* _Exercise requirements_: The pictures do not belong in the copy. Restate all of the records word for word.

* _Records supplied_:
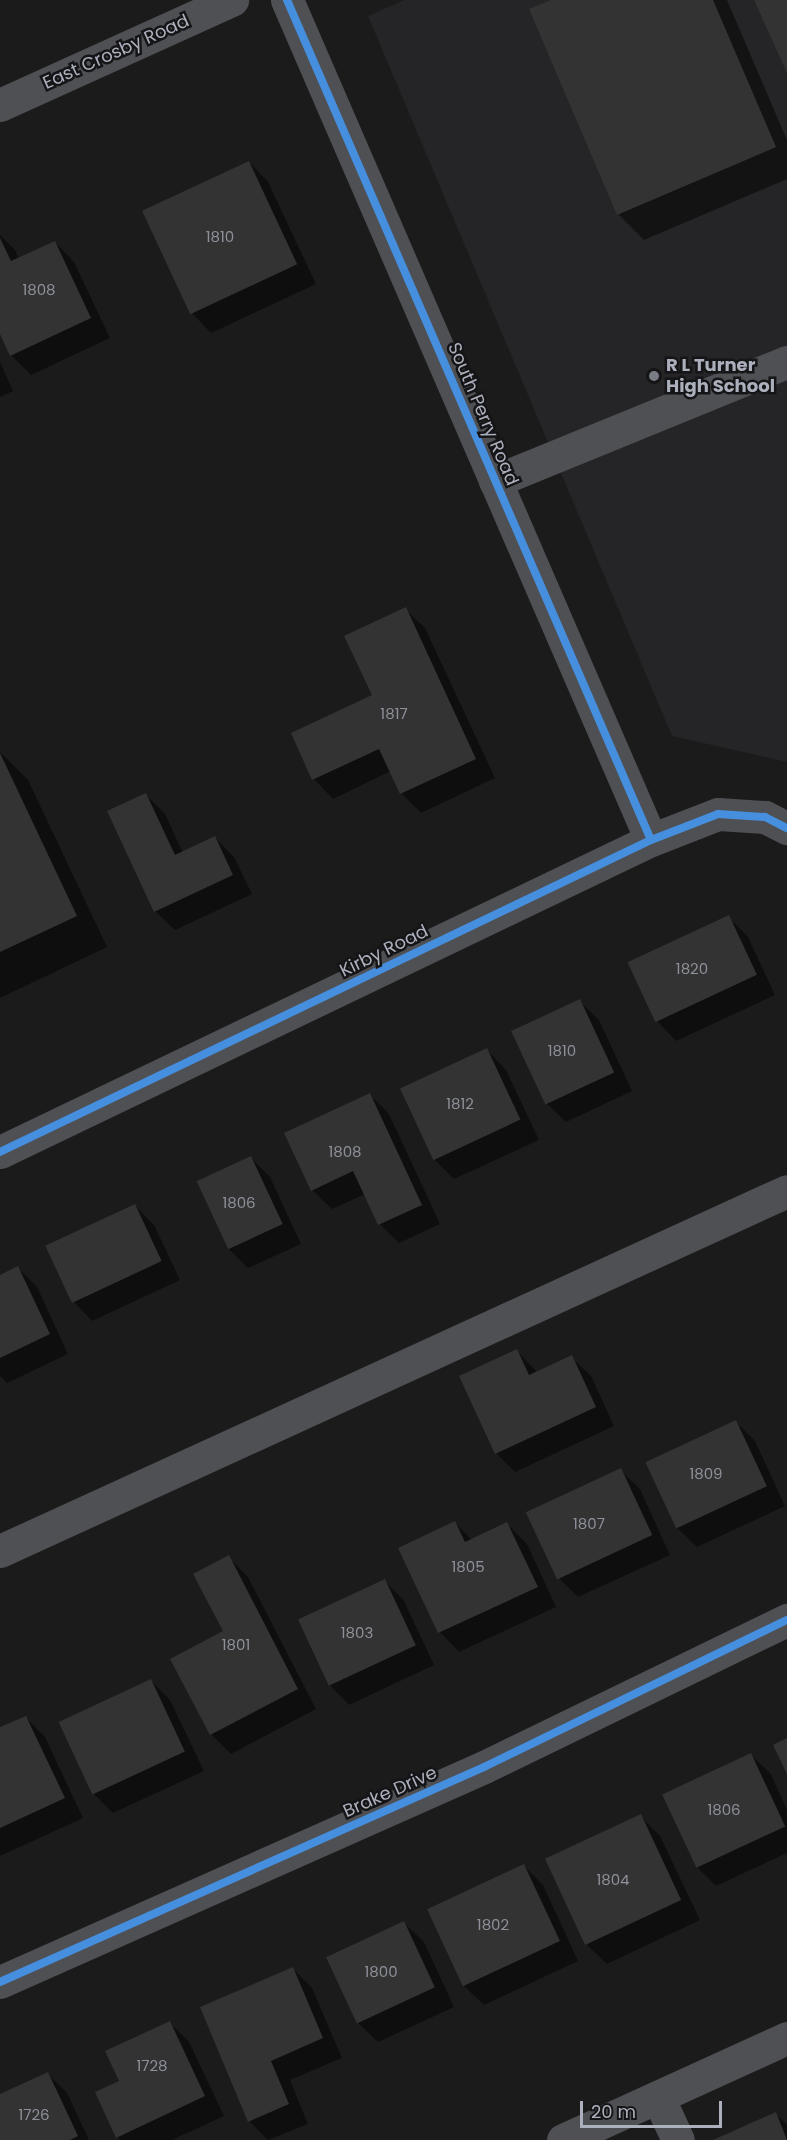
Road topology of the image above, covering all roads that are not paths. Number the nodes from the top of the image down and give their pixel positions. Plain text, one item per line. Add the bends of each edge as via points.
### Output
1 (232, 0) edge
2 (287, 0) edge
3 (0, 105) edge
4 (787, 362) edge
5 (495, 481) junction
6 (787, 828) edge
7 (651, 840) junction
8 (0, 1152) edge
9 (787, 1191) edge
10 (0, 1551) edge
11 (787, 1620) edge
12 (0, 1982) edge
13 (787, 2038) edge
14 (658, 2097) junction
15 (563, 2140) edge
16 (678, 2140) edge

1 - 3 street, East Crosby Road
2 - 5 street, South Perry Road
4 - 5 street
5 - 7 street, South Perry Road
6 - 7 street, Kirby Road via 765,817 718,814
7 - 8 street, Kirby Road
9 - 10 street
11 - 12 street, Brake Drive via 484,1767
13 - 14 street
14 - 15 street
14 - 16 street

* _Exercise result_:
Road topology of the image above, covering all roads that are not paths. Number the nodes from the top of the image down and give their pixel positions. Plain text, one item per line. Add the bends of each edge as via points.
### Output
1 (232, 0) edge
2 (287, 0) edge
3 (0, 105) edge
4 (787, 362) edge
5 (495, 481) junction
6 (787, 828) edge
7 (651, 840) junction
8 (0, 1152) edge
9 (787, 1191) edge
10 (0, 1551) edge
11 (787, 1620) edge
12 (0, 1982) edge
13 (787, 2038) edge
14 (658, 2097) junction
15 (563, 2140) edge
16 (678, 2140) edge

1 - 3 street, East Crosby Road
2 - 5 street, South Perry Road
4 - 5 street
5 - 7 street, South Perry Road
6 - 7 street, Kirby Road via 765,817 718,814
7 - 8 street, Kirby Road
9 - 10 street
11 - 12 street, Brake Drive via 484,1767
13 - 14 street
14 - 15 street
14 - 16 street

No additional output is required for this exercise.